This weekend I had my first encounter with a remarkably lyrical, bottomlessly soulful alto saxophonist right here in D.C., and his name is Steven Garrison.

He is a born-and-bred local, having gone to high school in Upper Marlboro and college at Bowie State, a current member of the Howard University Jazz Ensemble, and apparently quite well known among local musicians. And he is a monster, with a sound somehow both clear and abrasive, brittle and sticky, that actively repels vibrato while scraping every trace of blues out of the innards of the horn. This past Saturday at the National Portrait Gallery, he was used in a commissioned arrangement in which he channeled the great Hank Crawford by playing at the head of the 18-piece band (under the direction of Fred Irby III). He devoured the written melody whole, let off sparks during his solo, then sat leaning forward, with a serious, thoughtful visage, just listening (when not playing backgrounds).

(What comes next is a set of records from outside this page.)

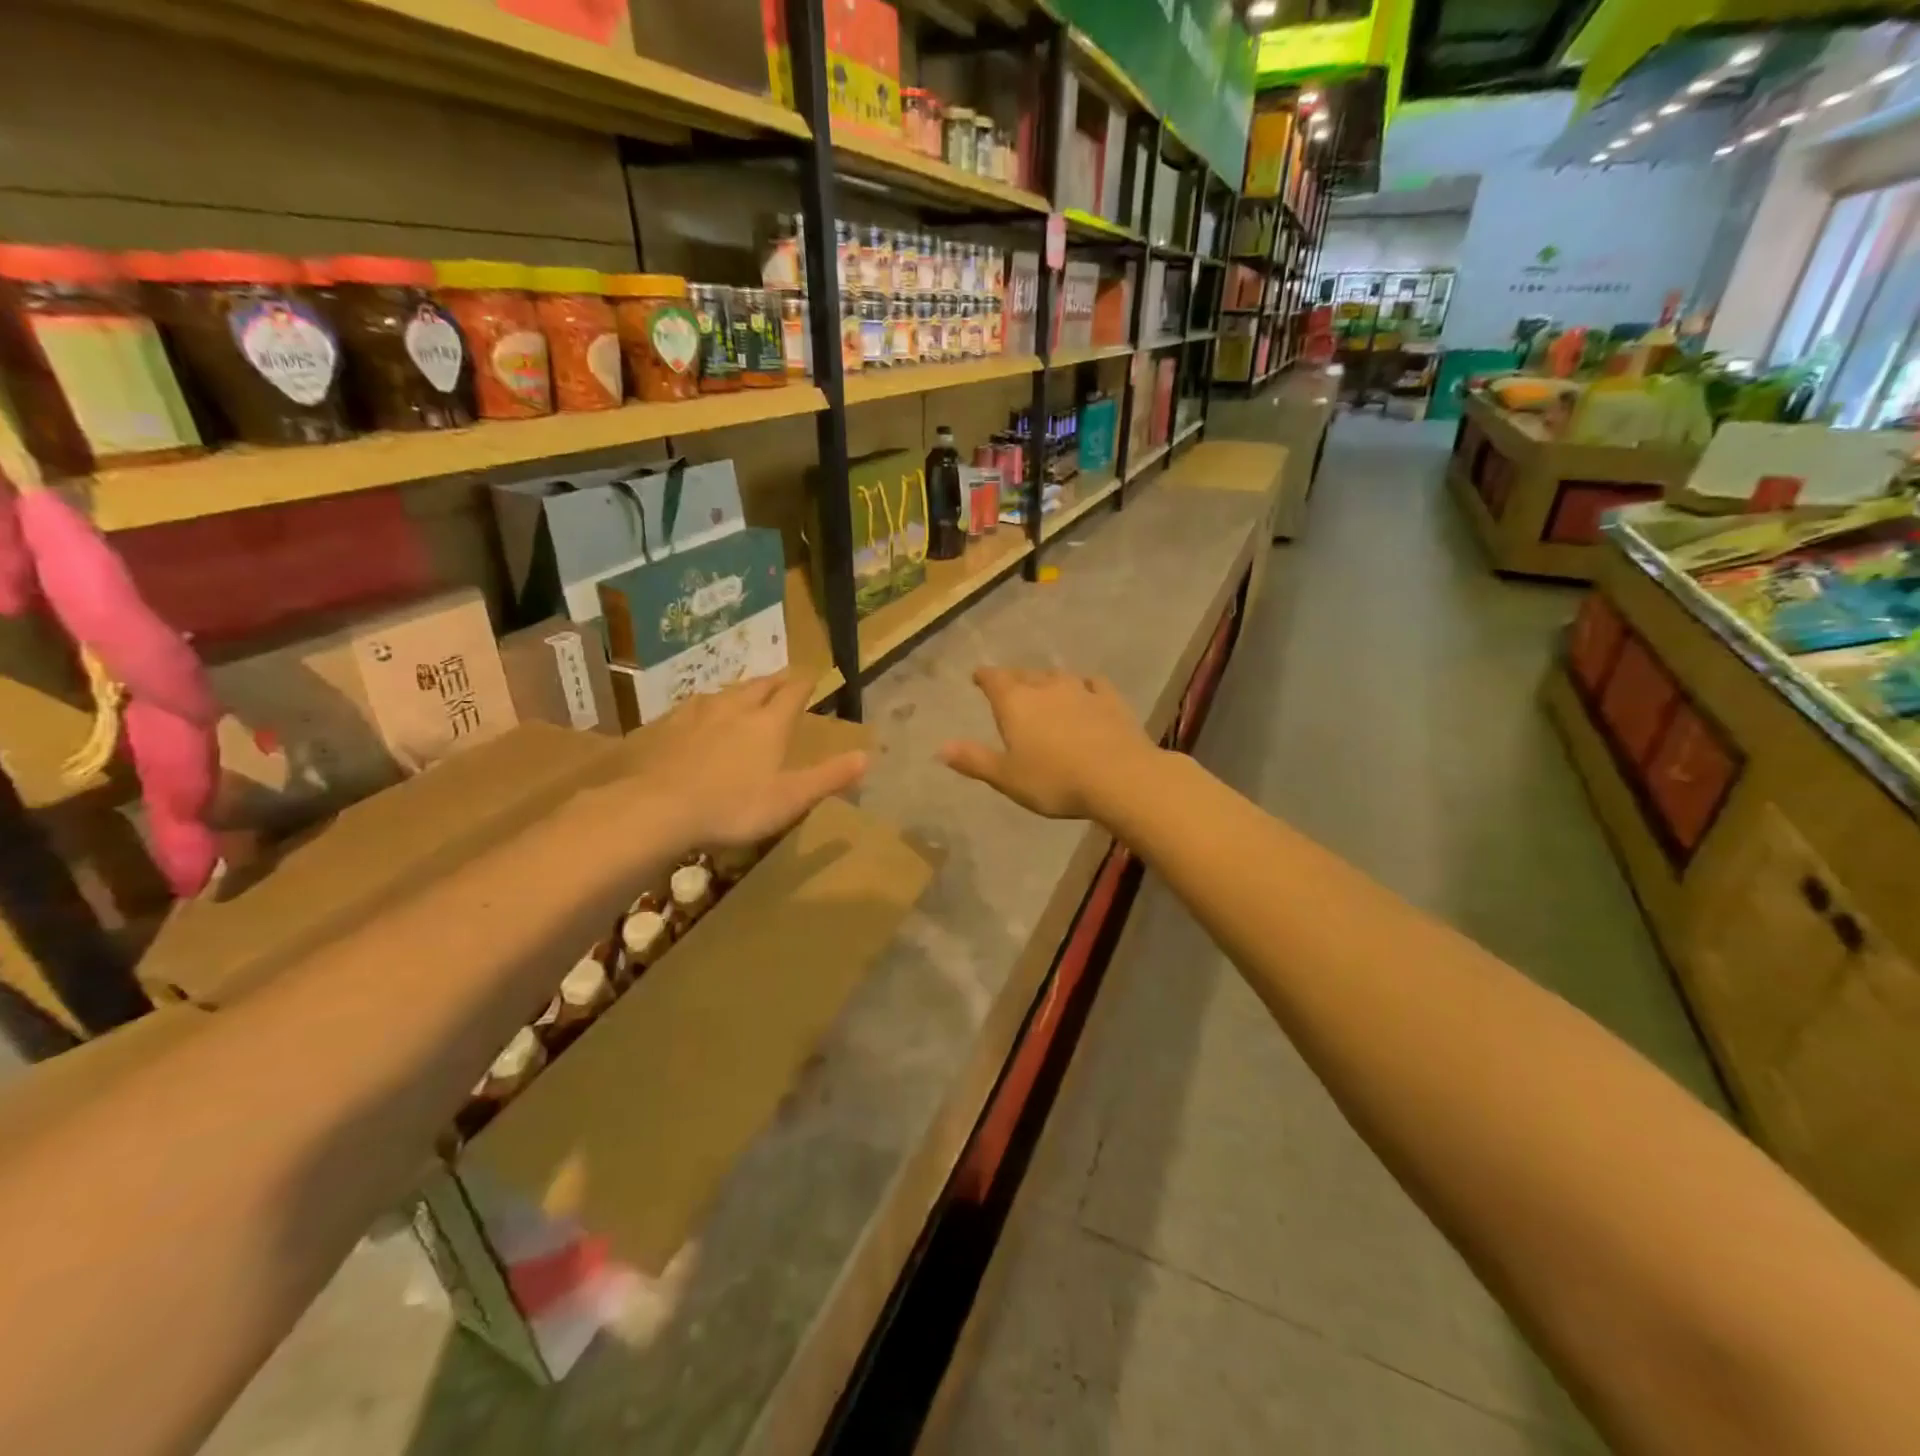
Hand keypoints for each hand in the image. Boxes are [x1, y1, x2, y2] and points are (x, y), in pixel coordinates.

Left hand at [619, 673, 868, 849]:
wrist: (657, 808)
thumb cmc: (733, 806)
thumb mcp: (790, 799)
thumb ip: (829, 777)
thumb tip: (867, 757)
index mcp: (769, 723)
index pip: (793, 693)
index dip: (805, 683)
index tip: (812, 676)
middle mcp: (735, 708)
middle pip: (759, 685)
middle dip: (775, 681)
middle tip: (783, 678)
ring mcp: (696, 714)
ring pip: (724, 692)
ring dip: (739, 690)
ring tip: (744, 693)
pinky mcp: (666, 727)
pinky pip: (691, 707)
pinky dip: (704, 706)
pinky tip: (697, 714)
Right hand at [940, 667, 1159, 820]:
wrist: (1120, 777)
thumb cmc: (1055, 780)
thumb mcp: (1007, 778)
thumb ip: (975, 760)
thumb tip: (940, 748)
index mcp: (1015, 703)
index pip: (994, 679)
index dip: (984, 676)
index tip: (978, 676)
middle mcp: (1046, 687)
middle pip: (1024, 674)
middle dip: (1013, 679)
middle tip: (1008, 686)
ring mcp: (1081, 690)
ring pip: (1057, 677)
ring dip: (1047, 681)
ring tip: (1044, 688)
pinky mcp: (1110, 700)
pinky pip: (1093, 684)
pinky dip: (1084, 686)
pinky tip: (1086, 691)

Mike Crotty‘s arrangement of Stevie Wonder’s “I Can’t Help It” found him doubling down on his sound, balancing smooth soulful lyricism with breakneck bebop runs and funky R&B swagger across two separate solos. It was an approach to alto sax that made it inevitable that he would appear in the set’s Ornette Coleman piece, “Ramblin’.” He and alto mate Ashton Vines chased each other like tigers around a tree, spiraling ever further into free territory until they were subsumed by the entire ensemble. It was splendid.

There are some qualifications to this rave. Despite the blues aesthetic that soaks his playing, I have yet to hear Garrison attack an actual 12-bar blues form. Nor have I heard him approach a ballad or a Latin piece. He went (or was sent) straight to the barnburners with the HUJE and his attack was magnificent enough that I went right for the notebook.

His name, again, is Steven Garrison. You’re going to hear it again before too long.